A major focus of this article was on the use of the social-ecological model as a framework for examining subgroup differences. This model differentiates factors likely to influence intervention effects that operate at the individual level versus contextual factors within an individual’s social environment. This model represents a useful heuristic for organizing these factors, but it also has important implications for how factors operating at different levels might be investigated and addressed. Research designs for evaluating individual-level factors require the assessment of potential characteristics of individuals and their environment that can facilitate or impede the action of preventive interventions. Beyond the individual level, the studies reviewed suggested two types of mechanisms of moderation. One mechanism involved the barriers or facilitating factors for implementation. For example, interpersonal relationships among the school staff may impact delivery of an intervention and the organization of the school may moderate longer-term dissemination of an intervention. Other contextual factors may moderate intervention effects because they affect uptake of intervention content. At the school level, there was evidence for moderation through an element of the organizational culture of the classroom or school, namely norms. The relative absence of studies testing moderation systematically in different communities limits the extent to which we can speculate on underlying processes, but it is possible that community disadvantage and its attendant stress on individuals makes implementation of intervention content more difficult than would be the case in less disadvantaged communities.
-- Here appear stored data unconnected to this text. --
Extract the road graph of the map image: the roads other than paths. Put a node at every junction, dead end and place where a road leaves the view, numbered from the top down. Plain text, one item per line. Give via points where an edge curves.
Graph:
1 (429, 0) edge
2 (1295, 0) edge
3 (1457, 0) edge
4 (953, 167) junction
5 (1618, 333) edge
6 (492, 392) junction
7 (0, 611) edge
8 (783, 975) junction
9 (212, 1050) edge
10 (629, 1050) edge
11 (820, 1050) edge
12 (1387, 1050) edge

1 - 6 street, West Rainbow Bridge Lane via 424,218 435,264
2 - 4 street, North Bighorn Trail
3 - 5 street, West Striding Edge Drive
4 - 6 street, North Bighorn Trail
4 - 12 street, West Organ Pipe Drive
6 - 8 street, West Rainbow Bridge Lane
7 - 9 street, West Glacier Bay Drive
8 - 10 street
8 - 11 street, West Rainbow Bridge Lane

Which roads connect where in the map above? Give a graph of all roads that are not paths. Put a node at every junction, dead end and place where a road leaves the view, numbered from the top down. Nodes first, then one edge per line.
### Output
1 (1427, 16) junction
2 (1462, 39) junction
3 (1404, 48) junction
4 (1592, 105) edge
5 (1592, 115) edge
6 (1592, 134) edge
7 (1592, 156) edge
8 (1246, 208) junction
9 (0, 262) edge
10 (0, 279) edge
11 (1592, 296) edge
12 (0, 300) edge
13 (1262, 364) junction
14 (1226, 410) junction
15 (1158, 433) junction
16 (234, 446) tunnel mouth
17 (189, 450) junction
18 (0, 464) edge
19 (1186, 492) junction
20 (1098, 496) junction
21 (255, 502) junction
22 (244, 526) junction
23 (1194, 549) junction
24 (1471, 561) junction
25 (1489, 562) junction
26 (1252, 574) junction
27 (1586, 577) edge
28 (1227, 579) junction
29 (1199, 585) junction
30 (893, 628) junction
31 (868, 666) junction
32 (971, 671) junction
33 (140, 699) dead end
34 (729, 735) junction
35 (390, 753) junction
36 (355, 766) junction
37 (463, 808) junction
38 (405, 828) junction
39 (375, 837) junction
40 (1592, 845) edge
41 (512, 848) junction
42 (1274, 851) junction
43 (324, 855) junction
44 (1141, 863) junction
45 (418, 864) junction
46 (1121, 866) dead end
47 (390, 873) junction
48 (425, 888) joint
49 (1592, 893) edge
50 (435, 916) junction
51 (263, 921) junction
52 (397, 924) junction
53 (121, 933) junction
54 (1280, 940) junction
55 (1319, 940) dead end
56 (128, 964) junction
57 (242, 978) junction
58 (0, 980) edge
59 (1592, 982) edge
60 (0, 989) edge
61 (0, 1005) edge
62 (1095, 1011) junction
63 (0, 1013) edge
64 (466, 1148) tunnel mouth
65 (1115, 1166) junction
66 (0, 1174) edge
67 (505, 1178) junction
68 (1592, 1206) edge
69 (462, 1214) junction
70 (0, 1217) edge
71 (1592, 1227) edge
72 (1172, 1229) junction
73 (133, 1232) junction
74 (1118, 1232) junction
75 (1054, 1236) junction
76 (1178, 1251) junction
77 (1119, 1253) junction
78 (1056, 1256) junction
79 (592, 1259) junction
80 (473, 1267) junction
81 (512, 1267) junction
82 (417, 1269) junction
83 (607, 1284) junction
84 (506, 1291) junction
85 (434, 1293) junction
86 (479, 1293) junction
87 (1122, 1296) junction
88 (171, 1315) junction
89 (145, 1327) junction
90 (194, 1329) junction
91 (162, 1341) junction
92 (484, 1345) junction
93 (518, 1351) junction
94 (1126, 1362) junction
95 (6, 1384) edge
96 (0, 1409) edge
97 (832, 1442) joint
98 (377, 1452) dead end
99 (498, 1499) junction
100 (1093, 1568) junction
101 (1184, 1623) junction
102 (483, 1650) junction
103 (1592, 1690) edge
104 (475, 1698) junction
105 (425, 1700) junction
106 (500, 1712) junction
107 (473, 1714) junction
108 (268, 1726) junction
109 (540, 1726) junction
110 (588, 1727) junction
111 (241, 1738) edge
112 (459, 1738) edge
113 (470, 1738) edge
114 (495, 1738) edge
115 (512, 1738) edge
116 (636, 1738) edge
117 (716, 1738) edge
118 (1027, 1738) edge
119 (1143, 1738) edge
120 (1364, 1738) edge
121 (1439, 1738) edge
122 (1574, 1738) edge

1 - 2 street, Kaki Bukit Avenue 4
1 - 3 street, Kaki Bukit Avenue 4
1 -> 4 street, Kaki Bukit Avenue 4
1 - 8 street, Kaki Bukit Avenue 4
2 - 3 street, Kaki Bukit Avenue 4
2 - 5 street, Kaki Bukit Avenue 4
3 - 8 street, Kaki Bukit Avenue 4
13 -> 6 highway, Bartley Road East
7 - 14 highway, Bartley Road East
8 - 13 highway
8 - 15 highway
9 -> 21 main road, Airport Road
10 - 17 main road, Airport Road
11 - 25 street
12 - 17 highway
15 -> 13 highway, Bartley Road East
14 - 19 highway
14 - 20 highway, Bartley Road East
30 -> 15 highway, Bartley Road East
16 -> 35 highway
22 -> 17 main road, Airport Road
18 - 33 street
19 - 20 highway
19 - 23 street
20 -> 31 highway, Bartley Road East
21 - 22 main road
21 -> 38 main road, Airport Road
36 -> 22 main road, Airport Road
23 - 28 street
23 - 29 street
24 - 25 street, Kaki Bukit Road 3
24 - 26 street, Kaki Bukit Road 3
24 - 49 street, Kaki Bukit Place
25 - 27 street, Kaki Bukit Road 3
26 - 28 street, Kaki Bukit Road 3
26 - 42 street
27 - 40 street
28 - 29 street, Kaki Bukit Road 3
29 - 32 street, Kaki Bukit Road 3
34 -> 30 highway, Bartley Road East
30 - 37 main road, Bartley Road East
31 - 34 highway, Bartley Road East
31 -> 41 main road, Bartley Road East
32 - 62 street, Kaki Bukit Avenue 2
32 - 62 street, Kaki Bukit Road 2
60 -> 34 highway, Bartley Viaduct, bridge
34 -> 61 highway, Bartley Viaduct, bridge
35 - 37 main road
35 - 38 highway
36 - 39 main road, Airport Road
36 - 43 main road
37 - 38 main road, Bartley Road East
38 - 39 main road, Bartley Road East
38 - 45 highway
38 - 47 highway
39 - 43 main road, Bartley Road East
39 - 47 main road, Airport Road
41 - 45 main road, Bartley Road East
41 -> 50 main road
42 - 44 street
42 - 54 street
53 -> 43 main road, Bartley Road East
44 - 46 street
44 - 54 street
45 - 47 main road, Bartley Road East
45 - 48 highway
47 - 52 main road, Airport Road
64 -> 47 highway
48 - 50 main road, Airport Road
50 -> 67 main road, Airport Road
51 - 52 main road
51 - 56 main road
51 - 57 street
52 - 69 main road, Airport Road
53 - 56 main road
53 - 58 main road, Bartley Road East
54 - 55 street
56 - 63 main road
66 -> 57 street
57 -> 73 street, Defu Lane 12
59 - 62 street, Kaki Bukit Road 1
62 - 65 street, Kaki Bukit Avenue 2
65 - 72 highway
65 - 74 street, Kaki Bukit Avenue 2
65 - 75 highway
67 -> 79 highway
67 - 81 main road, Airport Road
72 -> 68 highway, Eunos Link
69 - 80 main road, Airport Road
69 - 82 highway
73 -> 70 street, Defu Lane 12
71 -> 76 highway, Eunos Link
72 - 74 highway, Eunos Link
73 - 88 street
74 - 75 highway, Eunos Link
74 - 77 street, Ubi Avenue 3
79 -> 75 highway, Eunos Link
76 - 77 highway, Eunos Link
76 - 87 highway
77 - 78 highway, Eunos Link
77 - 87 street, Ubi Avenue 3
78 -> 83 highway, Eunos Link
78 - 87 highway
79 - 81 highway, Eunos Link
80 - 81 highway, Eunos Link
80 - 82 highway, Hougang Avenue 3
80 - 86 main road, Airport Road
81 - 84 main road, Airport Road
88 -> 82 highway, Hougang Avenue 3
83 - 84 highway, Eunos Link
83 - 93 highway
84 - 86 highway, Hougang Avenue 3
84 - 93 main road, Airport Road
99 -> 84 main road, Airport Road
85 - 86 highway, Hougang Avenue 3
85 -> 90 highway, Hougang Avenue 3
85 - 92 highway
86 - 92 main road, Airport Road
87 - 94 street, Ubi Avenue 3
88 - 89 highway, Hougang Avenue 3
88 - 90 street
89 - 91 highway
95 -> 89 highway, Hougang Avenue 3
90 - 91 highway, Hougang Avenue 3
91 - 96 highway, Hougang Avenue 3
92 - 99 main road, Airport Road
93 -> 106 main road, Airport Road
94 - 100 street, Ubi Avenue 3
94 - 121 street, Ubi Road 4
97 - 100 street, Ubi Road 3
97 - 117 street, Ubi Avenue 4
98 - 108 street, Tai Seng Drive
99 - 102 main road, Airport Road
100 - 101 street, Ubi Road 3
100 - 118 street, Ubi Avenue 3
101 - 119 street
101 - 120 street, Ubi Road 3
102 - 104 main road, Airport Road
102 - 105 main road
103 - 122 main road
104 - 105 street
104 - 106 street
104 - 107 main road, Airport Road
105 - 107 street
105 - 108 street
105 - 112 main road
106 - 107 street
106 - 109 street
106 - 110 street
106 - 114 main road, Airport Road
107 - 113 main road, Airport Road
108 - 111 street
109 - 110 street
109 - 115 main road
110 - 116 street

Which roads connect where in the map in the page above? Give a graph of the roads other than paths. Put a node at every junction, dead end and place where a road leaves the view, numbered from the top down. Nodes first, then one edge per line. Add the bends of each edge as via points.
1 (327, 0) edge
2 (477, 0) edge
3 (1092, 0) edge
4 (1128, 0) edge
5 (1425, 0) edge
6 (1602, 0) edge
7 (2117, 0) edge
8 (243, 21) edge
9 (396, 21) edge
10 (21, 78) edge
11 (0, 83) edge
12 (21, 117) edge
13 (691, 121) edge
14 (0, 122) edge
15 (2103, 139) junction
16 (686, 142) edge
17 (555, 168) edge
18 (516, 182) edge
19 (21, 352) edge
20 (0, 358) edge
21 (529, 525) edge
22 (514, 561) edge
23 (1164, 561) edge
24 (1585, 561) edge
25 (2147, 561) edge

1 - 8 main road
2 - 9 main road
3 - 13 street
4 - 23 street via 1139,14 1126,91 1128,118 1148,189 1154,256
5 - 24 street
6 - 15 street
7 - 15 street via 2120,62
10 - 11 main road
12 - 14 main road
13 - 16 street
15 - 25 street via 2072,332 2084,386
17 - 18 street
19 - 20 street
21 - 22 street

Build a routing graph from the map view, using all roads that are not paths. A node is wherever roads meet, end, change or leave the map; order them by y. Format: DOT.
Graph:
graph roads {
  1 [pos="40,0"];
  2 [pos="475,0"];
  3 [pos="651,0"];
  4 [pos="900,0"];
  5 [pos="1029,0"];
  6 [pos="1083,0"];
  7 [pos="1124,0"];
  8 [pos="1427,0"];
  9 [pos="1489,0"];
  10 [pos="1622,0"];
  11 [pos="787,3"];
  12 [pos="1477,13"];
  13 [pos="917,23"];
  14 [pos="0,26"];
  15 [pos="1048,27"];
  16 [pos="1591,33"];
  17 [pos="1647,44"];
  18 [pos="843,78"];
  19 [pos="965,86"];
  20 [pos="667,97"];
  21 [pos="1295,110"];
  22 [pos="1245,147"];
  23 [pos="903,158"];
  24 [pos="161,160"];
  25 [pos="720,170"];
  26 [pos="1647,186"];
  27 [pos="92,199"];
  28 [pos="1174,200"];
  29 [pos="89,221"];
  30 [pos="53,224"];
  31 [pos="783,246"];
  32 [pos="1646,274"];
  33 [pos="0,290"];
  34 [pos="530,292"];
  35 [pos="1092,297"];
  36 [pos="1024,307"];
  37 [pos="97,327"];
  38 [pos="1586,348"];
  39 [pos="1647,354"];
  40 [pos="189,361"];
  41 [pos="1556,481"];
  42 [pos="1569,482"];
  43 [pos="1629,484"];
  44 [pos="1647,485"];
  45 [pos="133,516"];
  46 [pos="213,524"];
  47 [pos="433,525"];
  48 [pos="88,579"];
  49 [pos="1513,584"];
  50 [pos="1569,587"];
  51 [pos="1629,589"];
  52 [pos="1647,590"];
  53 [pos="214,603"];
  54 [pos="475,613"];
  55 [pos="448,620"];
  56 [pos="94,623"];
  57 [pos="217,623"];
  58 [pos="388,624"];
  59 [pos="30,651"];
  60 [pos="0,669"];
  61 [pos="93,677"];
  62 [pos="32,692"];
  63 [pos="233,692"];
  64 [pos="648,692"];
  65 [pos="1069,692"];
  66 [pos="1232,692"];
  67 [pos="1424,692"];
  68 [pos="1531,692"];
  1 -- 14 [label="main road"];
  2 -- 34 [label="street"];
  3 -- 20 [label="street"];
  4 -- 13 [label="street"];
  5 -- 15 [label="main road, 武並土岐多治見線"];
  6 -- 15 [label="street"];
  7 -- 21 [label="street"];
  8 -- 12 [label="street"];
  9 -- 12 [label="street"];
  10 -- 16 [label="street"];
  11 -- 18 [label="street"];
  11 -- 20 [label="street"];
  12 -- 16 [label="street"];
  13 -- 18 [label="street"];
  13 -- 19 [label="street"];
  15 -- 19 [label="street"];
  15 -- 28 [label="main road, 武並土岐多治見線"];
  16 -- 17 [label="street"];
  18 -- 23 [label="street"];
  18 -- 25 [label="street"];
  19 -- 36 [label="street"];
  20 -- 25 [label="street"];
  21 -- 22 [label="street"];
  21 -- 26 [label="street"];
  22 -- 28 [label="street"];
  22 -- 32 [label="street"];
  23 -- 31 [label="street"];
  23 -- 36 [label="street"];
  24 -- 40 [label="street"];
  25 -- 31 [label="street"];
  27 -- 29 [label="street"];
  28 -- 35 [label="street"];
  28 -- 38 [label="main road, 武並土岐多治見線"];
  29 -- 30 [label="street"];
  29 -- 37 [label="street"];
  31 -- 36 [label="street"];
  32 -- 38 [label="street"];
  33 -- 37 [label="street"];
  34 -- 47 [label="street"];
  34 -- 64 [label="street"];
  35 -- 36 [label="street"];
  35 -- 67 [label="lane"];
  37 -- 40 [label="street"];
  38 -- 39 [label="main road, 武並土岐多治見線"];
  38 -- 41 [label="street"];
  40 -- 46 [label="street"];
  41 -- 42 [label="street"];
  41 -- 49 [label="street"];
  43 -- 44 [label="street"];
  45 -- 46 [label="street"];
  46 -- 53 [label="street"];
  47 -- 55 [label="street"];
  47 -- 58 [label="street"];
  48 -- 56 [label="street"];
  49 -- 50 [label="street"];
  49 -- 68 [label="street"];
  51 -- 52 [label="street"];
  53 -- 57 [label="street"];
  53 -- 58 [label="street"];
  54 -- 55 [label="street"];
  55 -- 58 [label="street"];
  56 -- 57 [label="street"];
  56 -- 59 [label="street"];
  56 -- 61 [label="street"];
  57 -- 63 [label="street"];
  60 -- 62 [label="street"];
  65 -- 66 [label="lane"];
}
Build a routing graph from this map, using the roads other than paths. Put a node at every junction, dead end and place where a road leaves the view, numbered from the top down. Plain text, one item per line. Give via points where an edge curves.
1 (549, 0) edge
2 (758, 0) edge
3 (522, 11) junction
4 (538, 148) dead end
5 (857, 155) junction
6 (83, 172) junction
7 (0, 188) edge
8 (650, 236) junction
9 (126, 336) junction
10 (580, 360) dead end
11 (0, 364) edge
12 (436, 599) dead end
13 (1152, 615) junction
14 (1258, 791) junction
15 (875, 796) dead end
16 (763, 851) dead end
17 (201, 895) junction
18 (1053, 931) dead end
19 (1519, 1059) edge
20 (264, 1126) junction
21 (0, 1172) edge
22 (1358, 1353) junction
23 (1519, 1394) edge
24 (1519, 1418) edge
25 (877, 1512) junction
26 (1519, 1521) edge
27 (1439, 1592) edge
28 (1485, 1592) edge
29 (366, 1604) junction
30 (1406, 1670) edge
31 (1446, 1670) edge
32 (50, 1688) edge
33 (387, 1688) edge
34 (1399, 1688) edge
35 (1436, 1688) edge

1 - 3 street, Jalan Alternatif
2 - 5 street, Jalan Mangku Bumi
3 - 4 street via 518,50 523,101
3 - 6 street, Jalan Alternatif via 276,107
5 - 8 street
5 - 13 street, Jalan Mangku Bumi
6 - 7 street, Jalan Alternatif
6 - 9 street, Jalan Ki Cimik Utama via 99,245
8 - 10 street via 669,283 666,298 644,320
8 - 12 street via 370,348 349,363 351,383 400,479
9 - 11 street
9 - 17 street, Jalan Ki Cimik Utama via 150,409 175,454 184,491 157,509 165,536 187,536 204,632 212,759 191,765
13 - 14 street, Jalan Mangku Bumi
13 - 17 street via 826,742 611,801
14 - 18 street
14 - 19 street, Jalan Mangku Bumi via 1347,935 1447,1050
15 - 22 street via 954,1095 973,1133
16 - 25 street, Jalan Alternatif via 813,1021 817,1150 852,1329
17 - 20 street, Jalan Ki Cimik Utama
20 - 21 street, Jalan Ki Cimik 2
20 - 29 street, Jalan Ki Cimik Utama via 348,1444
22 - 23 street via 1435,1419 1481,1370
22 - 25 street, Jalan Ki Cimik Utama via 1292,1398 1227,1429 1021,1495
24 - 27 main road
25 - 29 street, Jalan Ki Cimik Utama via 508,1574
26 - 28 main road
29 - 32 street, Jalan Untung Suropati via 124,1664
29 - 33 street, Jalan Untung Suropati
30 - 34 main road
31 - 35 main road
The studies reviewed thus far are sufficient to encourage further research aimed at identifying moderators of preventive interventions at multiple levels of analysis, along with the processes underlying such moderation. Taken together, these findings raise the possibility of improving the effectiveness of universal interventions through clarifying the role that pre-existing social setting norms play in their effects. As with the analyses of individual risk moderation presented earlier, there is the suggestion in these analyses of potential negative effects as well as positive effects for subgroups of schools that differ in their pre-existing levels of risk. If universal interventions may have negative effects in schools with strong pre-existing norms against aggression, might it not make sense to measure existing norms and use the information gained to decide whether or not to employ a universal intervention in a particular school?